Try it ->
Wherever the word "King" occurs in the lines below, copy the whole line.

[Saved entries]

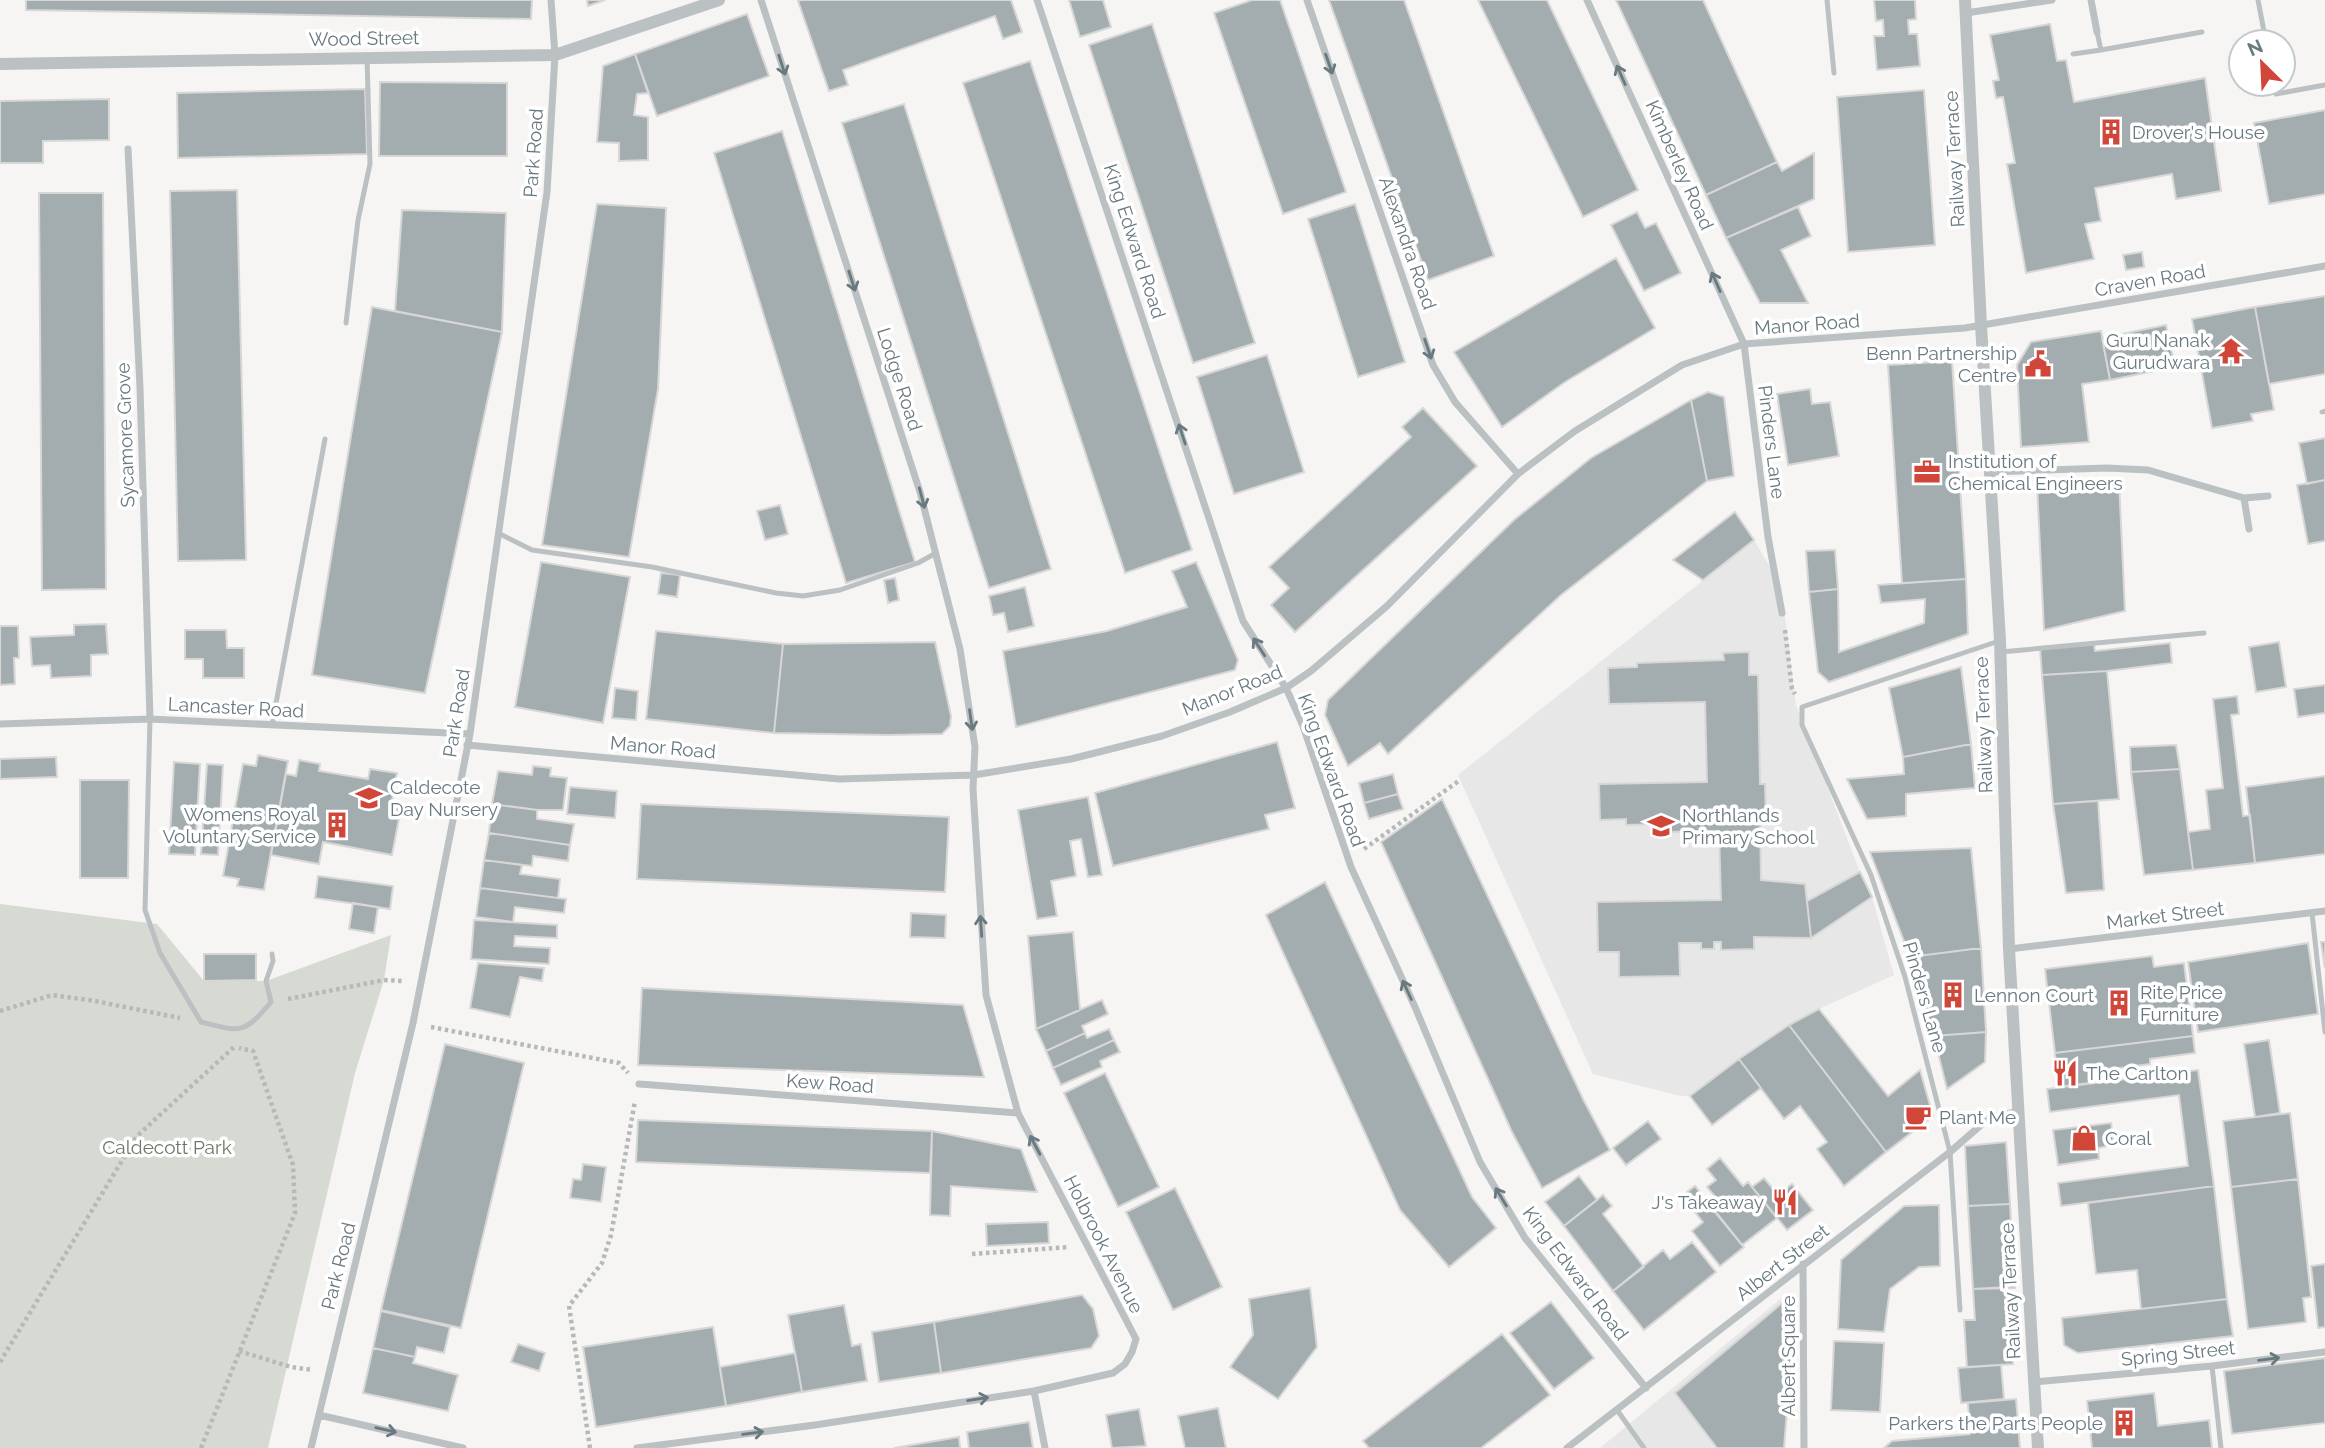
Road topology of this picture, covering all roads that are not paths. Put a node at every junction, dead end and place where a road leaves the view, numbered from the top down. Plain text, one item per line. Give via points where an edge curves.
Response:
1 (551, 0) edge
2 (719, 0) edge
3 (761, 0) edge
4 (1037, 0) edge
5 (1307, 0) edge
6 (1587, 0) edge
7 (1827, 0) edge
8 (2052, 0) edge
9 (2091, 0) edge
10 (2258, 0) edge
11 (1966, 7) edge
12 (2263, 28) edge
13 (2097, 32) joint
14 (2202, 32) dead end
15 (2101, 50) junction
16 (2073, 54) dead end
17 (555, 55) junction
18 (367, 57) junction
19 (0, 64) edge
20 (1834, 73) dead end
21 (2325, 85) edge
22 (2297, 90) edge
23 (128, 149) dead end
24 (2325, 266) edge
25 (345, 323) dead end
26 (1981, 326) junction
27 (1744, 344) junction
28 (325, 439) dead end
29 (1990, 472) junction
30 (1518, 474) junction
31 (2268, 496) dead end
32 (2244, 498) junction
33 (2249, 529) dead end
34 (498, 533) junction
35 (936, 553) junction
36 (1782, 613) road end
37 (2204, 633) dead end
38 (2001, 646) junction
39 (1286, 688) junction
40 (150, 719) junction
41 (0, 724) edge
42 (272, 725) junction
43 (470, 734) junction
44 (467, 745) junction
45 (974, 775) junction
46 (2325, 911) edge
47 (2312, 913) junction
48 (2009, 950) junction
49 (272, 954) dead end
50 (2325, 1032) edge
51 (639, 1084) road end
52 (2020, 1111) junction
53 (1018, 1113) junction
54 (1950, 1152) junction
55 (1803, 1264) junction
56 (1959, 1310) dead end
57 (2325, 1352) edge
58 (2212, 1366) junction
59 (2034, 1382) junction
60 (1646, 1388) junction
61 (1034, 1391) junction
62 (1617, 1410) junction
63 (319, 1415) junction
64 (311, 1448) edge
65 (463, 1448) edge
66 (636, 1448) edge
67 (1045, 1448) edge
68 (1567, 1448) edge
69 (1644, 1448) edge
70 (1804, 1448) edge
71 (2038, 1448) edge
72 (2221, 1448) edge

1 - 17 street, Park Road
2 - 17 street, Wood Street
3 -> 35 street, Lodge Road
39 -> 4 street, King Edward Road via 1243,621
5 -> 30 street, Alexandra Road via 1433,365 1455,402
27 -> 6 street, Kimberley Road
7 - 20 lane
8 - 11 street
9 - 13 street
10 - 12 lane
11 - 26 street, Railway Terrace
13 - 15 lane
14 - 15 lane
15 - 16 lane
17 - 18 street, Wood Street
17 - 34 street, Park Road via 547,192
18 - 19 street, Wood Street
18 - 25 lane via 370,164
21 - 22 lane
23 - 40 street, Sycamore Grove
24 - 26 street, Craven Road
26 - 27 street, Manor Road
26 - 29 street, Railway Terrace
27 - 30 street, Manor Road via 1682,365 1576,431
27 - 36 street, Pinders Lane
28 - 42 lane
29 - 32 street via 2148,470
29 - 38 street, Railway Terrace
30 - 39 street, Manor Road via 1387,606
31 - 32 street
32 - 33 street
34 - 35 lane via 532,550 803,596 840,590
34 - 43 street, Park Road
35 -> 45 street, Lodge Road via 960,649 975,747
37 - 38 lane
38 - 48 street, Railway Terrace
38 - 54 lane, Pinders Lane via 1802,707 1802,725 1871,875 1905,977
39 - 45 street, Manor Road via 1161,736 1071,759
60 -> 39 street, King Edward Road via 1525,1238 1480,1162 1347,856
40 - 41 street, Lancaster Road
40 - 42 street, Lancaster Road
40 - 49 lane via 145,910 160,953 201,1022 234,1031 248,1026 271,1002 266,981
42 - 43 street, Lancaster Road
43 - 44 street, Park Road
44 - 45 street, Manor Road via 839,779
44 - 63 street, Park Road via 413,1023
53 -> 45 street, Holbrook Avenue via 986,995
46 - 47 street, Market Street
47 - 48 street, Market Street
47 - 50 lane
48 - 52 street, Railway Terrace
51 - 53 street, Kew Road
52 - 54 street, Albert Street via 1989,1118
52 - 59 street, Railway Terrace
61 -> 53 street, Holbrook Avenue via 1113,1373 1125,1364 1136,1339
54 - 55 street, Albert Street
54 - 56 lane, Pinders Lane
55 - 60 street, Albert Street
55 - 70 street, Albert Square
58 -> 57 street, Spring Street
58 - 59 street, Spring Street
58 - 72 lane
59 - 71 street, Railway Terrace
60 - 62 street, Albert Street
66 -> 61 street, Holbrook Avenue
61 - 67 street
62 - 68 street, Albert Street
62 - 69 lane
63 - 64 street, Park Road
63 -> 65 street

Solution to this exercise ->
39 -> 4 street, King Edward Road via 1243,621
60 -> 39 street, King Edward Road via 1525,1238 1480,1162 1347,856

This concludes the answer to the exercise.